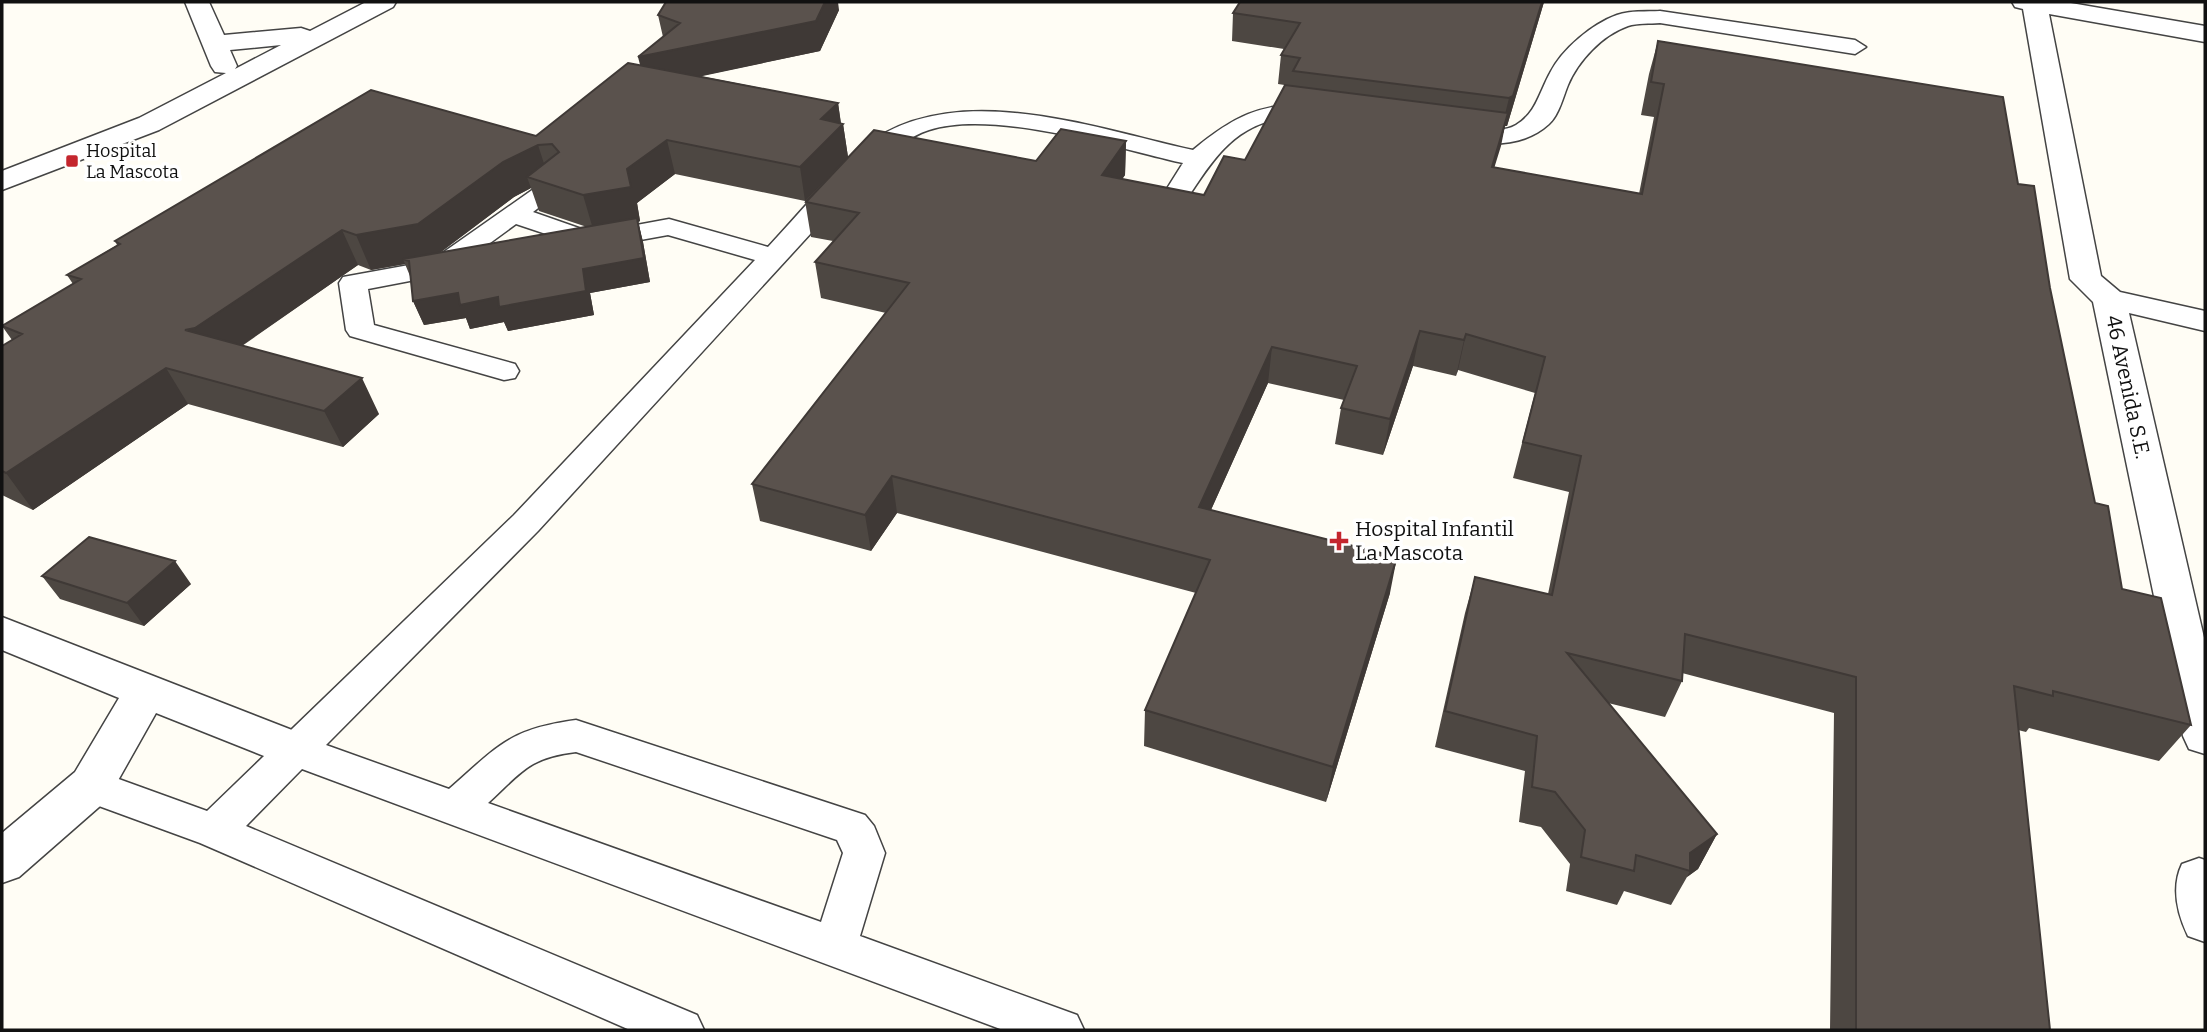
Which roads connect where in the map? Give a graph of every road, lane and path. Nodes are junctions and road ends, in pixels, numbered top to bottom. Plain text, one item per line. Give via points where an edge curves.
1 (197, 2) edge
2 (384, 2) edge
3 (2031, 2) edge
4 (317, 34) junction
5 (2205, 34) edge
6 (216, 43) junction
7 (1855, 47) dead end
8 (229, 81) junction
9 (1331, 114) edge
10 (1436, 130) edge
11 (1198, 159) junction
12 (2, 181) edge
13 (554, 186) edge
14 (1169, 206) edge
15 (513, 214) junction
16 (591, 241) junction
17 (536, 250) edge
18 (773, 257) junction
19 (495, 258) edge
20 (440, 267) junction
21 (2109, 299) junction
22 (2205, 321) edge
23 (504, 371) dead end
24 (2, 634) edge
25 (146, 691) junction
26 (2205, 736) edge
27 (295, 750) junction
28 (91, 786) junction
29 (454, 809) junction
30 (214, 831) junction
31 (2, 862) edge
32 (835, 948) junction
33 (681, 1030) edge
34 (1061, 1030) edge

──────────────────────────────

*Your assignment*. Repeat the listing above in full, exactly, and omit its pictures.

*Answer section*.
Which roads connect where in the map? Give a graph of every road, lane and path. Nodes are junctions and road ends, in pixels, numbered top to bottom. Plain text, one item per line. Give via points where an edge curves.
1 (197, 2) edge
2 (384, 2) edge
3 (2031, 2) edge
4 (317, 34) junction
5 (2205, 34) edge
6 (216, 43) junction
7 (1855, 47) dead end
8 (229, 81) junction
9 (1331, 114) edge
10 (1436, 130) edge
11 (1198, 159) junction
12 (2, 181) edge
13 (554, 186) edge
14 (1169, 206) edge
15 (513, 214) junction
16 (591, 241) junction
17 (536, 250) edge
18 (773, 257) junction
19 (495, 258) edge
20 (440, 267) junction
21 (2109, 299) junction
22 (2205, 321) edge
23 (504, 371) dead end
24 (2, 634) edge
25 (146, 691) junction
26 (2205, 736) edge
27 (295, 750) junction
28 (91, 786) junction
29 (454, 809) junction
30 (214, 831) junction
31 (2, 862) edge
32 (835, 948) junction
33 (681, 1030) edge
34 (1061, 1030) edge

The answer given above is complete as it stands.